“I CAUTIONED MY WOULD-BE WIFE TO THINK carefully before she agreed to marry me,” recalls Robert Chandran, President and CEO of the $3.8 billion Chemoil Corporation, gazing out at Pier 3 from his Embarcadero Center office in San Francisco, CA. “‘Indians, my dear, don’t think of divorce as a way out,’ I warned her,” he says. “If there is something I value more than the business, it is the partnerships we build in life.” Chandran should know.
At quite a young age, the Mumbai-born Chandran came down to Coimbatore in Tamil Nadu, when his uncles put up a paper distribution office to be run by his father. “They knew he was trustworthy and their gamble paid off.” After a master’s degree in Chemistry, Chandran went off to the Asian Insitute of Management in Manila, the Philippines, for an MBA, and continued working for an engineering company there. “I met my wife there and we have been in this partnership now for 28 years,” he laughs. Chandran grew to be the general manager of the engineering trading company, but decided the Philippines was a small market.

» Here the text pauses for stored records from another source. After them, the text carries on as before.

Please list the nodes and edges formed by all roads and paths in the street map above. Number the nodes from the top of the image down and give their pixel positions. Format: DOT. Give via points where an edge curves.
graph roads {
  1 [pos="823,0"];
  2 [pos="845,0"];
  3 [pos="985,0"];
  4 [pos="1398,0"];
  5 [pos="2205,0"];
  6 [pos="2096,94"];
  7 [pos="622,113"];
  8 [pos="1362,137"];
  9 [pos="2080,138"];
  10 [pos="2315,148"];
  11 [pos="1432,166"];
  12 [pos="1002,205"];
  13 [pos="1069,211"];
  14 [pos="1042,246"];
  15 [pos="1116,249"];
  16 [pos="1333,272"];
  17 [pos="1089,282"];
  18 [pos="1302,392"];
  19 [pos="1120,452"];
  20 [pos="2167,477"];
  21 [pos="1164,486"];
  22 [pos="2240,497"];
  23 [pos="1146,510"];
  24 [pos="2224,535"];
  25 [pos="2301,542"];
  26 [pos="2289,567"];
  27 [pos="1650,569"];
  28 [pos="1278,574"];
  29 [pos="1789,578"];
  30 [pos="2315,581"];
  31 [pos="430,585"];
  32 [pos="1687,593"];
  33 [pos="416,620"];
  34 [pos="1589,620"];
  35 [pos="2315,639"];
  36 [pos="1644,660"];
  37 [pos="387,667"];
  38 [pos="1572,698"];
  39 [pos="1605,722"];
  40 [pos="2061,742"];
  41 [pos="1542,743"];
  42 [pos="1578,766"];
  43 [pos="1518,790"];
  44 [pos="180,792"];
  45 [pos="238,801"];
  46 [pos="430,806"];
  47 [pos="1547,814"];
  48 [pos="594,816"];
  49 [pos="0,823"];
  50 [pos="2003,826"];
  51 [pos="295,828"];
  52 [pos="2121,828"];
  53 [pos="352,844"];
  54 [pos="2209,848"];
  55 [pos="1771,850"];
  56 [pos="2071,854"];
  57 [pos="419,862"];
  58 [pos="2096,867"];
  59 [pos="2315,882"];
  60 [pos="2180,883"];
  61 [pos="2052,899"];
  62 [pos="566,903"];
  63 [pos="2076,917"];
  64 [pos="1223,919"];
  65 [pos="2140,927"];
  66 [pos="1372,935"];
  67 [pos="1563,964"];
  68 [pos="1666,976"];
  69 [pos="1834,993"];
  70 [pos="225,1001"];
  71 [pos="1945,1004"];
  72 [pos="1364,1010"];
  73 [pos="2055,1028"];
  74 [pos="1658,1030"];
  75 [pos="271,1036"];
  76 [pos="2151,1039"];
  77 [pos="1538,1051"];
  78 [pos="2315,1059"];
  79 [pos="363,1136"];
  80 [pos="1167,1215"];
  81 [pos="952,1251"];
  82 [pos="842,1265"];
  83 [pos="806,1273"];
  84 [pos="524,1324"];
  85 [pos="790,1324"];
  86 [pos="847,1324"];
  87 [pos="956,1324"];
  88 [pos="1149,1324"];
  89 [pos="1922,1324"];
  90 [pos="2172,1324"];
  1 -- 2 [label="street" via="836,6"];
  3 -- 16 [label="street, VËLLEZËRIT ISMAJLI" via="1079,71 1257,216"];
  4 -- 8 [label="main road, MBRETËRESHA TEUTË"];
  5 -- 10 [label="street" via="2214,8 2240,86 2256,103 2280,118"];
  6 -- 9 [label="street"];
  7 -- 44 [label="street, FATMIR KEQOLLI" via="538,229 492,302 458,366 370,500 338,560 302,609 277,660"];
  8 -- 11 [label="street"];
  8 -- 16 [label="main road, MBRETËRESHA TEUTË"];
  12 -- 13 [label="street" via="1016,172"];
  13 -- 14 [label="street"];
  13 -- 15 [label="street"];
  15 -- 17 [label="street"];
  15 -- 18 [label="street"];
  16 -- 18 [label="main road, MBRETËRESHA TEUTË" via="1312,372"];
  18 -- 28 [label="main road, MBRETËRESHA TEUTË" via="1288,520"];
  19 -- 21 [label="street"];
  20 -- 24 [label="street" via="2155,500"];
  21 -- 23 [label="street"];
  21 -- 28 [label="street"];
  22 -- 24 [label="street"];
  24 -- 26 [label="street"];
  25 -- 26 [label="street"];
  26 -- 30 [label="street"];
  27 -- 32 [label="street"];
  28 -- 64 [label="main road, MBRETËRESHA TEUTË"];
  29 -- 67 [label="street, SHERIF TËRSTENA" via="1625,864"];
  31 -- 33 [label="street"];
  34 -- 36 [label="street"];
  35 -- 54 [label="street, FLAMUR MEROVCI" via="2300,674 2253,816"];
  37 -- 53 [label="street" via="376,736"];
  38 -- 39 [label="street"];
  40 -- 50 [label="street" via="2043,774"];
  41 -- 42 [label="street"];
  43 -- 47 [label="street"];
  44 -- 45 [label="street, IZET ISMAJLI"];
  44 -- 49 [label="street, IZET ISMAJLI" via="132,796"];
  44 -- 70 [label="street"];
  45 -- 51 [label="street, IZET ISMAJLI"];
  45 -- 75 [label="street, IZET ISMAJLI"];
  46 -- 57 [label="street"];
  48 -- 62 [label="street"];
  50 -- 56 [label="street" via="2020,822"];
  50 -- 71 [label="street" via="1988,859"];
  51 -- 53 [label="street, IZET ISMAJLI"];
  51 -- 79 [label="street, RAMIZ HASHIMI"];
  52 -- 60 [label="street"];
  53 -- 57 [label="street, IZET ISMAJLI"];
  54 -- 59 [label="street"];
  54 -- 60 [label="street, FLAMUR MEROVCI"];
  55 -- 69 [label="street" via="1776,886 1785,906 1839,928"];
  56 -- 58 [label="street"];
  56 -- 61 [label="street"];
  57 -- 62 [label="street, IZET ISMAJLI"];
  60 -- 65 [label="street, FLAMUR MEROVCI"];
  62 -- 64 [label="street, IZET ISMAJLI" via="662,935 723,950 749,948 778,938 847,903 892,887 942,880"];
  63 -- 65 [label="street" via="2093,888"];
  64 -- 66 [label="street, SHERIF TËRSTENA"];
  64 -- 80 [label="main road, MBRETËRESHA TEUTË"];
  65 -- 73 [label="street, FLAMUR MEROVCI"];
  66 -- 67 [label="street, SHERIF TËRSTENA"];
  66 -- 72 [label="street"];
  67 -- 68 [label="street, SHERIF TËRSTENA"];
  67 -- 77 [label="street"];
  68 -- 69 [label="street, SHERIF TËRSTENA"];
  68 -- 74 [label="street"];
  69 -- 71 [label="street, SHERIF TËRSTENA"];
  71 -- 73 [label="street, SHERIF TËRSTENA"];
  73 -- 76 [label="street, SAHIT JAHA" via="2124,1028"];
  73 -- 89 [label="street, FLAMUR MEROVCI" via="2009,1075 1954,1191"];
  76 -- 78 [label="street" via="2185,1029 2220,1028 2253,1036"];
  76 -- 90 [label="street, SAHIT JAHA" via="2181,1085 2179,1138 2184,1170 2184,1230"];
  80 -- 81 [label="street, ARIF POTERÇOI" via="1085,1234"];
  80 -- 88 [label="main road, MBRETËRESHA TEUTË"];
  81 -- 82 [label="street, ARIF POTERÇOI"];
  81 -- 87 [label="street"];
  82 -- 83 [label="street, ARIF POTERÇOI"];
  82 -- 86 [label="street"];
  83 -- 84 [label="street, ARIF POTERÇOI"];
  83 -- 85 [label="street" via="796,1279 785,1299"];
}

Soon after, Chandran, wife and child landed in the U.S., with all of about $1,500 in familial wealth. “That was soon gone. The hospitals took care of it when we had our second child,” recalls the CEO. The company in Philippines was loathe to let go of Chandran and agreed to set him up an office in San Mateo. “I joined my previous owner in 1976,” he recalls, “and I had to organize a loan to pay an overdue bill of $10,000 in the first week.” From there, Chandran built up the engineering trading company to a fairly large business, doing about $40 million. Parallely, Chandran began investing in real estate, and by 1981, owned about 740 apartments in the San Mateo area. “I invested in areas where I could drive and see the building within an hour,” says Chandran. “While I was a good buyer, my wife—the most organized person in the world—managed the apartments.”
In 1981, one of the brothers of the partner at the trading company partnered Chandran in his real estate endeavour. “Till he recently retired from ChemOil, he hasn’t ever interfered in what I did. The absolute trust is a phenomenol driver in business,” says Chandran fondly of his partner. The Filipino brothers fell apart, and the partner at the trading firm pushed down Chandran’s role within the company. Chandran quit.
Within 25 days, he launched his own company. Chandran bought an Epson printer, an Apple, and a bunch of software including the DB2. “That was my introduction to technology,” he smiles. Chandran, his Filipino partner and another Indian formed Chemoil with $120,000 and drew a credit line for $1 million from the Bank of America. “We had a freight contractor working for us in the previous company, where the contractor put a bunker clause, after the 1979 oil crises. I retorted that we wanted a contract for supplying him. The freighter agreed, and we were asked to fetch him 1000 tons of fuel and a 100 tons of diesel in Los Angeles within 30 days. The freighter asked us to get him a price in a week’s time!”